Randy Thanthong-Knight, Bloomberg News on

Published in News & Features

It’s hard to imagine a more luxurious place to spend two weeks of quarantine than the Anantara Phuket Suites & Villas in Thailand, where visitors are pampered in private residences that can have their own pool and courtyard.

Yet more than three months after the resort and more than a hundred like it reopened to extended-stay travelers in an attempt to revive Thailand’s battered economy, foreign arrivals have failed to meet even rock-bottom expectations. Just 346 overseas visitors have entered the country on average each month on special visas since October, according to the Thailand Longstay Company, which helps facilitate the program. That’s well below the government’s target of about 1,200 and a tiny fraction of the more than 3 million who came before the pandemic.

The tepid response to Thailand’s highly publicized reopening illustrates the difficulties facing tourist-dependent countries as they try to shore up economic growth while also protecting citizens from COVID-19 before vaccines become widely available.
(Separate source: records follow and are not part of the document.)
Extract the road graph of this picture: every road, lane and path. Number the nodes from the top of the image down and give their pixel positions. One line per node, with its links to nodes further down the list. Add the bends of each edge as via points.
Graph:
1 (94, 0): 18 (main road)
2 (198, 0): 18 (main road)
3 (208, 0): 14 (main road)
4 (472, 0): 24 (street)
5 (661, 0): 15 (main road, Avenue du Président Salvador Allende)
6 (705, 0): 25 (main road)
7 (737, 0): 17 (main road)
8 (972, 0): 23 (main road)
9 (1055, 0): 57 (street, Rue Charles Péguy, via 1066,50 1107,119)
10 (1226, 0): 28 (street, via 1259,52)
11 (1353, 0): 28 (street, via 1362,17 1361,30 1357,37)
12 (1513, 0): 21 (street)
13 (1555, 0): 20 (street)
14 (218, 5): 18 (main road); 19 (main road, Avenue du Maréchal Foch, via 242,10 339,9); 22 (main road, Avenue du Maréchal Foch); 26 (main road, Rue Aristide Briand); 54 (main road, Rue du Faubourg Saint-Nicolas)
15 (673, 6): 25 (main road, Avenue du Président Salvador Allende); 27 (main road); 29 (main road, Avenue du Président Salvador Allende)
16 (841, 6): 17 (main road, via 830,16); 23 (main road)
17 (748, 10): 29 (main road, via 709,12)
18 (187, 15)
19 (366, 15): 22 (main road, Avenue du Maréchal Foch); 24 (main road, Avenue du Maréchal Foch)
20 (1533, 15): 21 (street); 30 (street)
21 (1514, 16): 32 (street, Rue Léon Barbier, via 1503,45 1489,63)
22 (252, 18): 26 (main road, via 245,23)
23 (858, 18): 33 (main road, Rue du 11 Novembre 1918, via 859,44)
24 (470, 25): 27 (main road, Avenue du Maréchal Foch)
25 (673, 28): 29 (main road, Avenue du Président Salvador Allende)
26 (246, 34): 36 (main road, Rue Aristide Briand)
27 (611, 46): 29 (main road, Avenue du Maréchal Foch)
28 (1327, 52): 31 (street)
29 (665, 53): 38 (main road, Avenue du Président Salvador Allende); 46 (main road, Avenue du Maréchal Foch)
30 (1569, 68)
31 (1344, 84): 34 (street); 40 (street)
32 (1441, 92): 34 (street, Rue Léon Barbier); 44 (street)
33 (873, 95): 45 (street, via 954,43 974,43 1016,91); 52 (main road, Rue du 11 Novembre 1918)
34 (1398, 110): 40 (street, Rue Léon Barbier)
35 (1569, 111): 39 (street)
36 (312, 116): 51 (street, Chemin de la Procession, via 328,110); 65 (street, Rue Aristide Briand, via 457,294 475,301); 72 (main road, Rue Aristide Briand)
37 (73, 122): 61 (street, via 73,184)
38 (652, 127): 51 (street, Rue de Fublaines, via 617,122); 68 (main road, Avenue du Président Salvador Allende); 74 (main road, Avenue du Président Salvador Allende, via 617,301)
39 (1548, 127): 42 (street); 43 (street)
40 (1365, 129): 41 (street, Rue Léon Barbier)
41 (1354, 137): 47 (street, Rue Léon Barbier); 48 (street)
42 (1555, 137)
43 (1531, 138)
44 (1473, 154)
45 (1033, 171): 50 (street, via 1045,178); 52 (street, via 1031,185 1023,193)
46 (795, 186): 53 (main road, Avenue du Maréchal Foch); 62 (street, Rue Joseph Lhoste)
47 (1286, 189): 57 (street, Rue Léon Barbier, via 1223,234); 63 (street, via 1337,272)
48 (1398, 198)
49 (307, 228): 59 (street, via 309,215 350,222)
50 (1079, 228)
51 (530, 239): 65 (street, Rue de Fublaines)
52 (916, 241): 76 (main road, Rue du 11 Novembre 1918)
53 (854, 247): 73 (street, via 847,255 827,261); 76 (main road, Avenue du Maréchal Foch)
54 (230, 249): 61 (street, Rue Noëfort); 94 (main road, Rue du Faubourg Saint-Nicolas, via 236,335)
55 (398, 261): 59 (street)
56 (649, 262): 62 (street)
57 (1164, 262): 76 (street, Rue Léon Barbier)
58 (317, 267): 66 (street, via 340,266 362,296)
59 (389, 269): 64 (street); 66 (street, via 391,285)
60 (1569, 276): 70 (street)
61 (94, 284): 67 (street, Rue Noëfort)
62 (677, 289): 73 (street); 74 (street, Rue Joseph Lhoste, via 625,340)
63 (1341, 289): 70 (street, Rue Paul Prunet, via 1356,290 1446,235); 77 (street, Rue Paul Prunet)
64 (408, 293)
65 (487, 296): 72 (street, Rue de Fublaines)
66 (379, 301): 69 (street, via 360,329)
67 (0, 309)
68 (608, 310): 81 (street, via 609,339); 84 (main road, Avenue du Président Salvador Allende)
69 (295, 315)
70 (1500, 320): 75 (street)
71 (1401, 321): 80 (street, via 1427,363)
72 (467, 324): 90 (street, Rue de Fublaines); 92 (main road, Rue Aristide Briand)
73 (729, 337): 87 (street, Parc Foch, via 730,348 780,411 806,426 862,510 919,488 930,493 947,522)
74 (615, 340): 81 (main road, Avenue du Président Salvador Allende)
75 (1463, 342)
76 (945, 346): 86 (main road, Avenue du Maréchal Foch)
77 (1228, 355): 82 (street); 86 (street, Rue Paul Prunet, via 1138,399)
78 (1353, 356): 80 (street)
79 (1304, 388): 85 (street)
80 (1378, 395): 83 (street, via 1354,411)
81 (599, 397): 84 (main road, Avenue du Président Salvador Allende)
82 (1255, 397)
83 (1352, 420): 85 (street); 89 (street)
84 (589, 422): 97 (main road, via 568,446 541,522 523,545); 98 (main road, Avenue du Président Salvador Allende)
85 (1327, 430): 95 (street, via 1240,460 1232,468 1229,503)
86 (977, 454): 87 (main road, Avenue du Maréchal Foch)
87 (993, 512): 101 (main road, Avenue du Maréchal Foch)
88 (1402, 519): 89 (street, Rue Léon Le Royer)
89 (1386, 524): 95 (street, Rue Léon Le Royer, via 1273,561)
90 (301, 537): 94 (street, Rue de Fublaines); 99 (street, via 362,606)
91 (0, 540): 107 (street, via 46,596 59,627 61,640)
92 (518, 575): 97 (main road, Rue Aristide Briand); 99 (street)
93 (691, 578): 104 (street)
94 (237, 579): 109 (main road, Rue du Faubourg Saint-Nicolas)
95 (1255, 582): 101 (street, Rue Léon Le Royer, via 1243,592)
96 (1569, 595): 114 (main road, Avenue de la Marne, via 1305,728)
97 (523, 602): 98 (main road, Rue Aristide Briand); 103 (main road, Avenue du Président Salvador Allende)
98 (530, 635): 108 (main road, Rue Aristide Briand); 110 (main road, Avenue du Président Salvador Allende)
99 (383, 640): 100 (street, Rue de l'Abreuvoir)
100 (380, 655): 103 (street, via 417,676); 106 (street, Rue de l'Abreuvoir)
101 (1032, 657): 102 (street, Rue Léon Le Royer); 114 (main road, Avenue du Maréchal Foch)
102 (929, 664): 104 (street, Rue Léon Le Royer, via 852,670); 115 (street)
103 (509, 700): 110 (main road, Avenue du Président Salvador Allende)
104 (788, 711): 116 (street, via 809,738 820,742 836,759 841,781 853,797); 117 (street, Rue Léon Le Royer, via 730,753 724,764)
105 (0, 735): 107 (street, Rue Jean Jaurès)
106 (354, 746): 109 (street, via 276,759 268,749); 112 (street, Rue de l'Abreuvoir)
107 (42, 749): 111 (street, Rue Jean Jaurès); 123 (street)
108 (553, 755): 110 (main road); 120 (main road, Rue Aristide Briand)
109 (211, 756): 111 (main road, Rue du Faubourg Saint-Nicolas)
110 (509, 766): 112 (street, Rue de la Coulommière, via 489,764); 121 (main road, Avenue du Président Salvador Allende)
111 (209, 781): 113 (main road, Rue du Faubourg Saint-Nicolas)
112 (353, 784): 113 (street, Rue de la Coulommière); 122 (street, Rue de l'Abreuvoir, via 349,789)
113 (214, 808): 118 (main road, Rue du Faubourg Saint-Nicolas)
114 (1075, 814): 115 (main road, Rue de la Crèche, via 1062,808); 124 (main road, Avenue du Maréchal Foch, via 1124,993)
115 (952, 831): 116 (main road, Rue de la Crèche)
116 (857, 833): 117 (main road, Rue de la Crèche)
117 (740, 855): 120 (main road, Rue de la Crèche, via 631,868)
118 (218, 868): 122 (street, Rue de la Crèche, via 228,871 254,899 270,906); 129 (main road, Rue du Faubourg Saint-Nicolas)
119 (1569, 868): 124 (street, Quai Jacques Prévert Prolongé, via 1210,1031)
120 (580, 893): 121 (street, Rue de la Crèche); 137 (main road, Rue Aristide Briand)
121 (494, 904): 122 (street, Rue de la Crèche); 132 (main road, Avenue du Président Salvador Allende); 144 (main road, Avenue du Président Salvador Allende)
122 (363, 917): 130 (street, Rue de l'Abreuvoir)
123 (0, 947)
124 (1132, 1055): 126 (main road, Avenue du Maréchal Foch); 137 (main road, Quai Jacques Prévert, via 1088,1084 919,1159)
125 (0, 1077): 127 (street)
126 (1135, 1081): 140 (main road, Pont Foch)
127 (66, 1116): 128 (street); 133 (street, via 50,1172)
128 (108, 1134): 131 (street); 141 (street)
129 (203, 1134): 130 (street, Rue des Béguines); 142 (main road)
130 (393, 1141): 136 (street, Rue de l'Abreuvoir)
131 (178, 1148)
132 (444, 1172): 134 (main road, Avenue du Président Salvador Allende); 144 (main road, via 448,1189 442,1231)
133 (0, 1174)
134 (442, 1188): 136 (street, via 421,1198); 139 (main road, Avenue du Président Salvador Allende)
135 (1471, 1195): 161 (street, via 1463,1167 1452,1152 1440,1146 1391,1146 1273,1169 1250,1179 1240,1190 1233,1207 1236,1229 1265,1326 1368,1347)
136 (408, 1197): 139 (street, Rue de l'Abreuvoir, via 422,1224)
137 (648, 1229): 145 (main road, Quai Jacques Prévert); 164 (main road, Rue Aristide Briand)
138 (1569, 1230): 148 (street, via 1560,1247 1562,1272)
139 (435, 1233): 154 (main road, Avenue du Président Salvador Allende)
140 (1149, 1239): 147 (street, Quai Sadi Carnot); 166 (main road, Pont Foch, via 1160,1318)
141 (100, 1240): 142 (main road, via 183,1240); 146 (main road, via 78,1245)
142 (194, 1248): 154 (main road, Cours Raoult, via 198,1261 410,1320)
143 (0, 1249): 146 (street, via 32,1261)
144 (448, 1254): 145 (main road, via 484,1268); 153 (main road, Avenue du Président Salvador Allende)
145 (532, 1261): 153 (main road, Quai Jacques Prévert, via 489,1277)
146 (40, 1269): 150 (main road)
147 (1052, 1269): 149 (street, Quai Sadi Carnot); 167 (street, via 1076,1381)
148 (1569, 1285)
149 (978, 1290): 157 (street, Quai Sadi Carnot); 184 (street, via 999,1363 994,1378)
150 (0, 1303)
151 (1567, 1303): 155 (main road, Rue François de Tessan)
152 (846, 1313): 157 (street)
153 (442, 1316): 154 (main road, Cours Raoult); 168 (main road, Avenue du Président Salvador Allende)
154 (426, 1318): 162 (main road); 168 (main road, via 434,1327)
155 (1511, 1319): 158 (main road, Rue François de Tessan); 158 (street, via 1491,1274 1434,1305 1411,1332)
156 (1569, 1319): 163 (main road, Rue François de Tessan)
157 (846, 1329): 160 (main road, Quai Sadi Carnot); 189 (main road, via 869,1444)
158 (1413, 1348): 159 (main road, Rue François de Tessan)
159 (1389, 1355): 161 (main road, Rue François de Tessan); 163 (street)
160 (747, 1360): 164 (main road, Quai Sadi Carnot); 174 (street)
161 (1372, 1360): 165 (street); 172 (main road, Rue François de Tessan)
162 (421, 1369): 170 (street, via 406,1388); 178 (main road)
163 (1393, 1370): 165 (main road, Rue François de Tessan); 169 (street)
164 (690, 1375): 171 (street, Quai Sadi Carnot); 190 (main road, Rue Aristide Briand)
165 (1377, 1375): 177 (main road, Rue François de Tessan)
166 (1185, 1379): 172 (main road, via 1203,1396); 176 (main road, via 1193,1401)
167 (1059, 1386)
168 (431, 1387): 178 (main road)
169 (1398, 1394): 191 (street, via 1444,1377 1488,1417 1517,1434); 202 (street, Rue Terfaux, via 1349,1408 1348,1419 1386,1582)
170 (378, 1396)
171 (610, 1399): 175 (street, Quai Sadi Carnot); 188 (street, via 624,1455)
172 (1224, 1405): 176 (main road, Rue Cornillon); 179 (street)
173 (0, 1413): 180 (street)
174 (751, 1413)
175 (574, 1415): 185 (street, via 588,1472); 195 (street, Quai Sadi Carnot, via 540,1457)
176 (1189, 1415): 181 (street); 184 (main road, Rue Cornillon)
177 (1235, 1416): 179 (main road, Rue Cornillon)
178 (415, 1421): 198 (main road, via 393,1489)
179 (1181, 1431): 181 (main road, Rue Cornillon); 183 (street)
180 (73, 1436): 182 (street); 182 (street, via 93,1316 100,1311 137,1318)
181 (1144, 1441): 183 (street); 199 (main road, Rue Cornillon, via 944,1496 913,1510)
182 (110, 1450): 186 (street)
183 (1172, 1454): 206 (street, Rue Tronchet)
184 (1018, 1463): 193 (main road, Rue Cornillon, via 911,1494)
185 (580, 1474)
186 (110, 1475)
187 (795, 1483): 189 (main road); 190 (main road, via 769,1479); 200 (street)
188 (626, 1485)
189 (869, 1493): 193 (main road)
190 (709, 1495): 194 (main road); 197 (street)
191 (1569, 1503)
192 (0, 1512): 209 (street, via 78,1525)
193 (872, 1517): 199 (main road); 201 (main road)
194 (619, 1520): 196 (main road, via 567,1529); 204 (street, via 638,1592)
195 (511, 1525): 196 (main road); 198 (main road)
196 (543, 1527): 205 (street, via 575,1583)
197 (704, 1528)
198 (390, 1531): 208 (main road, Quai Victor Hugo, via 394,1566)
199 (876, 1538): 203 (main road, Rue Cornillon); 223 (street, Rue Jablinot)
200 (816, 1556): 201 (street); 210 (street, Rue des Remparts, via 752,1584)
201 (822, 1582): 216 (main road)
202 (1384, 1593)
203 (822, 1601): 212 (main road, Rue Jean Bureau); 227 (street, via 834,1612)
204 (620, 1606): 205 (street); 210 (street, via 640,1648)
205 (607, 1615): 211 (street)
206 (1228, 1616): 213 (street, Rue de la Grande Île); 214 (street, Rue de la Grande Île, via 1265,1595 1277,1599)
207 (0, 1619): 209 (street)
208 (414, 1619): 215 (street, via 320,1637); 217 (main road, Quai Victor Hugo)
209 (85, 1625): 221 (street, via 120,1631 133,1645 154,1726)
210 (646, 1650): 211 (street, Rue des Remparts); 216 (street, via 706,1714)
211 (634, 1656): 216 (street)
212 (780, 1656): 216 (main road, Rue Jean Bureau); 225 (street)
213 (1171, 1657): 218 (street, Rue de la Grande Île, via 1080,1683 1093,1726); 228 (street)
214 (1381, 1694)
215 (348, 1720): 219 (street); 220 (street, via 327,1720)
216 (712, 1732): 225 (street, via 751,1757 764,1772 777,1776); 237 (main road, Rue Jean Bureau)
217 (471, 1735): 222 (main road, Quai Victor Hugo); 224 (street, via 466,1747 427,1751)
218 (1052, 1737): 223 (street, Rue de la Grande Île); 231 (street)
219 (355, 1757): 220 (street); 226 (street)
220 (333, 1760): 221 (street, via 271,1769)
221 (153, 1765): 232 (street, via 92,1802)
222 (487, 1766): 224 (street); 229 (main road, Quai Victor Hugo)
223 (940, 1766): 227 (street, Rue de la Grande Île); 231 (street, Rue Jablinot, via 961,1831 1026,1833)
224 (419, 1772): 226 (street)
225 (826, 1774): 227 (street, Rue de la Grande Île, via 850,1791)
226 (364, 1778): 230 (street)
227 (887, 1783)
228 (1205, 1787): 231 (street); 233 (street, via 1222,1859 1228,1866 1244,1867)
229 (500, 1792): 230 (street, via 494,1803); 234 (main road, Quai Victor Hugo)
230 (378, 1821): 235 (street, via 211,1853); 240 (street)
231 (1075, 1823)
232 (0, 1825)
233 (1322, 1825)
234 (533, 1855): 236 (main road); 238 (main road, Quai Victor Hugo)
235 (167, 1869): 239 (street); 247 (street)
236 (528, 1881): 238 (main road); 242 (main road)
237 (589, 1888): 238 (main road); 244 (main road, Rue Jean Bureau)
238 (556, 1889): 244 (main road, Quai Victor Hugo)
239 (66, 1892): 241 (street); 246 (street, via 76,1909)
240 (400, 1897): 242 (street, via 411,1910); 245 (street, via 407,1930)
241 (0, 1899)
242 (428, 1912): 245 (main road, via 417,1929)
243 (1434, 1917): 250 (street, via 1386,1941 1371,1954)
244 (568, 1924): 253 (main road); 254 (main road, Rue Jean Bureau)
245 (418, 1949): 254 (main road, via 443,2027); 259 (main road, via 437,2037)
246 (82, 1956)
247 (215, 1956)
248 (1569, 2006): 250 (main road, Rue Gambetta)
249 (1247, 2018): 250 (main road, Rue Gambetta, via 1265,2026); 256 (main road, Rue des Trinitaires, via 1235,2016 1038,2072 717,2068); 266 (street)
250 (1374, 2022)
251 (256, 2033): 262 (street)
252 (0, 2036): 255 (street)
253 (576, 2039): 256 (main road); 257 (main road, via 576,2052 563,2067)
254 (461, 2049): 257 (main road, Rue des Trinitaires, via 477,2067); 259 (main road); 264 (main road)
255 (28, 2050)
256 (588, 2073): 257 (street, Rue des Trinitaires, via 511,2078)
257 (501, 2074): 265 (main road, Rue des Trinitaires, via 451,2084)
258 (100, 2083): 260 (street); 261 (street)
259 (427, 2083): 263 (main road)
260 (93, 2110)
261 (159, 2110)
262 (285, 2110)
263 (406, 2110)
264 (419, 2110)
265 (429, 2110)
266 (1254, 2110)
Thailand had hoped to lure retirees escaping the European winter and others who could stay for an extended period. They would have to go through quarantine, but that could be done in the comfort of high-end resorts in a country that had been relatively unscathed by the pandemic. After two weeks, Thailand would be theirs to roam for as long as nine months.

The lack of interest is adding pressure on Thai policy makers, who have struggled to accommodate both industry players calling for relaxed quarantine rules and public-health experts warning against putting people in danger. All the while, as the beaches stay empty, many tourism-related companies are going out of business. To make matters worse, virus cases have jumped in the country.

“It’s really challenging to balance the demands of the tourism industry and locals,” said Bhummikitti Ruktaengam, president of the Phuket Tourist Association. “I understand how hard it is to be stuck in a room for 14 days. I’ve done it. But the safety of the people gets priority because tourists come and go but locals live here.”

 

In 2019, Thailand received more than $60 billion in tourism revenue from about 40 million visitors. The industry contributed about a fifth of gross domestic product before the pandemic, compared to about 10% globally.

But six months without any foreign arrivals followed by months with just a trickle has battered the sector. At least 931 registered tourism-related companies closed last year, according to a Bloomberg News analysis of data from the Commerce Ministry’s Department of Business Development. The real number is probably much higher as many tourism businesses aren’t registered in any database.

On Thailand’s famed resort islands, the situation is particularly bad. Take Phuket, which got about 90% of its tourism income from foreign visitors before the pandemic. At Patong, its main tourist town, a once busy street of bars and nightclubs lies empty. Bangla Road is lined with shuttered businesses, with chairs stacked on tables and chains barring access. Dust gathers on the barstools and countertops. The few places that are open have barely any customers.

“When there are no foreigners, the area is just empty,” said Rungarun Loiluen, who works at The Kitchen, a restaurant and bar at the end of Bangla Road. She’s one of eight employees who kept their jobs from about 30 before the pandemic, albeit with fewer working hours. “There’s barely anyone walking down the road.”